21 May 2008

Saving the Planet, or Stalling the Planet?

Pollution is bad. Wasting energy by driving SUVs and having your furnace cranked up to 80 and dumping plastic into landfills is bad. Suburban sprawl is bad. Those are fairly clear concepts. The seemingly rabid desire by many of my fellow earthlings to preserve the habitats of species seems to me a bit misguided.
I'm not referring to land lost to development or pollution. I already stipulated those are bad. I'm referring to the people who are frantically trying to protect habitats from shifting. Jungle to desert, ice cap to open sea, desert to savannah. Checking the geological record indicates that the Earth's environments have been shifting to various states of hydration since the surface cooled. Global climate change is always going to happen because the globe itself is always changing. Whether or not humanity has a hand in it, Earth is going to keep spinning and things are going to keep living. If archeology, paleontology, biology, botanology (I know, I'm on a roll here), zoology, and epistemology (what) have taught us anything, it's that, to quote the eminiently fictional Dr. Ian Malcom, "Life always finds a way." The presence of man from Alaska to Zimbabwe, and at every desert, temperate forest and tropical island in between would indicate that we'll adapt to whatever the planet tosses at us.
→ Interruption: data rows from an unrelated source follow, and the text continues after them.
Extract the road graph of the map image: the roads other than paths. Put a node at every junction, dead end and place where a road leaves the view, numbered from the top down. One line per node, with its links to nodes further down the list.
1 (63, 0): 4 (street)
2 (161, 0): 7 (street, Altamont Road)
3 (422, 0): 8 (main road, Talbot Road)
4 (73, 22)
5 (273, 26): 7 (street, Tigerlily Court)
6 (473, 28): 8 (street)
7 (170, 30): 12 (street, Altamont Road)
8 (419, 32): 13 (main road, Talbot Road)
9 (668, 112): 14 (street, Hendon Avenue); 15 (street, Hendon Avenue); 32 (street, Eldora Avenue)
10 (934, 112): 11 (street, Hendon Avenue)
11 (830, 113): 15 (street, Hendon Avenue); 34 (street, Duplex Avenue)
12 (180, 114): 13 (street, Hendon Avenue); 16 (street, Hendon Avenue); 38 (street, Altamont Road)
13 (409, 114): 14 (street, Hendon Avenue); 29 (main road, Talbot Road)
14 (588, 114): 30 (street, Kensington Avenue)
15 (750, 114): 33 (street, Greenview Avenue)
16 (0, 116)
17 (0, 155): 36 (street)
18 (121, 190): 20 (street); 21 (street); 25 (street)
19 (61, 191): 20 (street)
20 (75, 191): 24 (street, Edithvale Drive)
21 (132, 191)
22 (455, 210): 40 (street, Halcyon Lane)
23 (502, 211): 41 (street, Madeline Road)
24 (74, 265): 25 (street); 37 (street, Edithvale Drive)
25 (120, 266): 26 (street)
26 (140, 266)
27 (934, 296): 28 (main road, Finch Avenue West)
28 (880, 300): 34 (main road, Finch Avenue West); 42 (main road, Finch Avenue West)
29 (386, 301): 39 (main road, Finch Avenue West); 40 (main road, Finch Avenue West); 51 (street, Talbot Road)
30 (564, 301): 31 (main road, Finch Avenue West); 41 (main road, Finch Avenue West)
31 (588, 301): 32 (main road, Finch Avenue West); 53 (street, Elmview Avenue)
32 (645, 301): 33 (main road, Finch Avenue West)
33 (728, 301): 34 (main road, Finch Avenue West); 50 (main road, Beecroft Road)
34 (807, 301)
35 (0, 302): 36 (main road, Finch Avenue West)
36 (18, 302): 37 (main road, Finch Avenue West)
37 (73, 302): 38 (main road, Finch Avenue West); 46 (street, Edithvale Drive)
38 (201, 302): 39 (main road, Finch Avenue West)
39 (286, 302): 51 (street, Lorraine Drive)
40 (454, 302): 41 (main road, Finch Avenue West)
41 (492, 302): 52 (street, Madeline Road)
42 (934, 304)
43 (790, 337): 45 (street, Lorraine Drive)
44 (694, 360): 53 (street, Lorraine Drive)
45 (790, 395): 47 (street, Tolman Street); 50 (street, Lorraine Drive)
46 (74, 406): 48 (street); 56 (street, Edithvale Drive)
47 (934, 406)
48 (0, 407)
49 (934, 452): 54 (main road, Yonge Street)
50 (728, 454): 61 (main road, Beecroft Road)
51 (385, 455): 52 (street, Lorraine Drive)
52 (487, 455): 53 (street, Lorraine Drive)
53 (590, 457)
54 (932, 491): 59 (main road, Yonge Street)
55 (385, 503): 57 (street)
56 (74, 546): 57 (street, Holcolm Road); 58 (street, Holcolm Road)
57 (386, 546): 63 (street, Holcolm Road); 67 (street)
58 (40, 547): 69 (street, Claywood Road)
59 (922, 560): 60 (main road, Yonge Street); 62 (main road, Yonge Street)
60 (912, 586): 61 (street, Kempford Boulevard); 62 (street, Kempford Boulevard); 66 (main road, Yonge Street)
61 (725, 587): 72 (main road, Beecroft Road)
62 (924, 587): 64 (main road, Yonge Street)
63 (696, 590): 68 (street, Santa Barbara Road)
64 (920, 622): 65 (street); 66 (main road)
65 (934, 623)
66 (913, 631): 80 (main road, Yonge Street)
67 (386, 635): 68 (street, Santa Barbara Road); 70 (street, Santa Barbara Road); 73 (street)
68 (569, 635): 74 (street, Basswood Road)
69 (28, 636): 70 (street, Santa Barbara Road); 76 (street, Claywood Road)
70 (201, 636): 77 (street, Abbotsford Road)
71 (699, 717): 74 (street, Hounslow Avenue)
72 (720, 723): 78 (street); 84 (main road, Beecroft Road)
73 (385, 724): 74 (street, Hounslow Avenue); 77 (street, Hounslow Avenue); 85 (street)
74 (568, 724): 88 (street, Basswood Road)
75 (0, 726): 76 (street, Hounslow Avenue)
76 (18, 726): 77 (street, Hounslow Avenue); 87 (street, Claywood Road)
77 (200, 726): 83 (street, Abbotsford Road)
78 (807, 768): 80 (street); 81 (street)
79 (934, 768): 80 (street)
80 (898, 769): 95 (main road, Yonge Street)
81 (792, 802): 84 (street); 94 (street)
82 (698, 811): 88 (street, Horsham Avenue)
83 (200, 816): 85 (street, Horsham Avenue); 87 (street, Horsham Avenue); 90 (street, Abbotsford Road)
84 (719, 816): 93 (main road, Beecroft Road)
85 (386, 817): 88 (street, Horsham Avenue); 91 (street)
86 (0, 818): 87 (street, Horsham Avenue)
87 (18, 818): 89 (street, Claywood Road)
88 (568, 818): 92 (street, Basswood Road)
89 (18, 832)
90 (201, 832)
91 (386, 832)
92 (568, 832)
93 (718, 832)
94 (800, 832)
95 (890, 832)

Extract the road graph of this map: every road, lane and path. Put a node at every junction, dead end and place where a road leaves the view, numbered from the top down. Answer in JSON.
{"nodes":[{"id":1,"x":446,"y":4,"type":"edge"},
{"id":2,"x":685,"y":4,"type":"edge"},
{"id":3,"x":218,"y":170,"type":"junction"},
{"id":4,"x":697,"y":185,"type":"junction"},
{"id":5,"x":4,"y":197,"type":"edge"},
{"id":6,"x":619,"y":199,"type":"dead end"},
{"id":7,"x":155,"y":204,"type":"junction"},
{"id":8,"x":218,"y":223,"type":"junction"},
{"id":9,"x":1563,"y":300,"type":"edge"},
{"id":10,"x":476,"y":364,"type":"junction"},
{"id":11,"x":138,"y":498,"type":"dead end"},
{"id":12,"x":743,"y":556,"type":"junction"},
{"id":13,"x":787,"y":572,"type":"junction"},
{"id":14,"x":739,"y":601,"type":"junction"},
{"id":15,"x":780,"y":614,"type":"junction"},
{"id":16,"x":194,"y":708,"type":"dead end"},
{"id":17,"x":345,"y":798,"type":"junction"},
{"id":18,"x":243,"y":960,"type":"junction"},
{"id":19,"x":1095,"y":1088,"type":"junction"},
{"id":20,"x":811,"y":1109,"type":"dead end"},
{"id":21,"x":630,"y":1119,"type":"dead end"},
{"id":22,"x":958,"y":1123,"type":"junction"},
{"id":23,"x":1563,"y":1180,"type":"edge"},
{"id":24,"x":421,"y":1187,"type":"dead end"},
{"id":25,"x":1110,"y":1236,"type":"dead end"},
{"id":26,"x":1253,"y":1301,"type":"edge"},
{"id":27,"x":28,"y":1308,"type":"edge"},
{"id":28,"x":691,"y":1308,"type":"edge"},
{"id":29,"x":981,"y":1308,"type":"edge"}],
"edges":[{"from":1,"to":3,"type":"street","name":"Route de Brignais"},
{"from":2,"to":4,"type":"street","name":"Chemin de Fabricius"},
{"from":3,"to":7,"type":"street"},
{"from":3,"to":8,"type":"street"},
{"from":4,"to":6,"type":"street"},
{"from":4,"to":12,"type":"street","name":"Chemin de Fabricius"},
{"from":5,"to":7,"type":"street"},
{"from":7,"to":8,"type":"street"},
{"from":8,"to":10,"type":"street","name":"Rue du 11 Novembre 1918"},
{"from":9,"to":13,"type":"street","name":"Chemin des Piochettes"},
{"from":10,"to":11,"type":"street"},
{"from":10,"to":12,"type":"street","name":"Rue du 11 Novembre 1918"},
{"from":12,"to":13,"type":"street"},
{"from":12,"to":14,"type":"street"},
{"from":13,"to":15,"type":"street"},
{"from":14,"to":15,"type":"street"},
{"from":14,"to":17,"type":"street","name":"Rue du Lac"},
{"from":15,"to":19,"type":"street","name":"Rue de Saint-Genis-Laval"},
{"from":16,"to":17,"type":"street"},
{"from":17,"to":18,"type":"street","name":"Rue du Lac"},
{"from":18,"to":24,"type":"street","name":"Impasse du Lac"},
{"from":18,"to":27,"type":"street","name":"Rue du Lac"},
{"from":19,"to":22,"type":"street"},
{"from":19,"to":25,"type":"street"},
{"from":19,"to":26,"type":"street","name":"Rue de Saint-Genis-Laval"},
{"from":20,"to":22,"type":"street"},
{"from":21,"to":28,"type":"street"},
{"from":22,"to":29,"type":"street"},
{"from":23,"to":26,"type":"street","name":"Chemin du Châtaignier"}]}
For the flora and fauna what aren't people it would appear to be much the same. It always finds a way. From sea vents to the top of Mt. Everest lichen, tube worms, foxes, and fennel all flourish.
It's said we're losing species quickly these days, that biodiversity is dropping. This has happened more than once in Earth's history, and will happen again. Man is powerful, and many say that we are having a measurable impact on a planet that was still warming from its last Ice Age.
The people out there who are worried about protecting habitats that are changing without direct human involvement, your actions aren't progressive, they are stagnating. Let Nature run its course, because in trying to save an old species, you are likely preventing a new species from bursting forth into that wonderful new niche that our ever changing Earth has provided.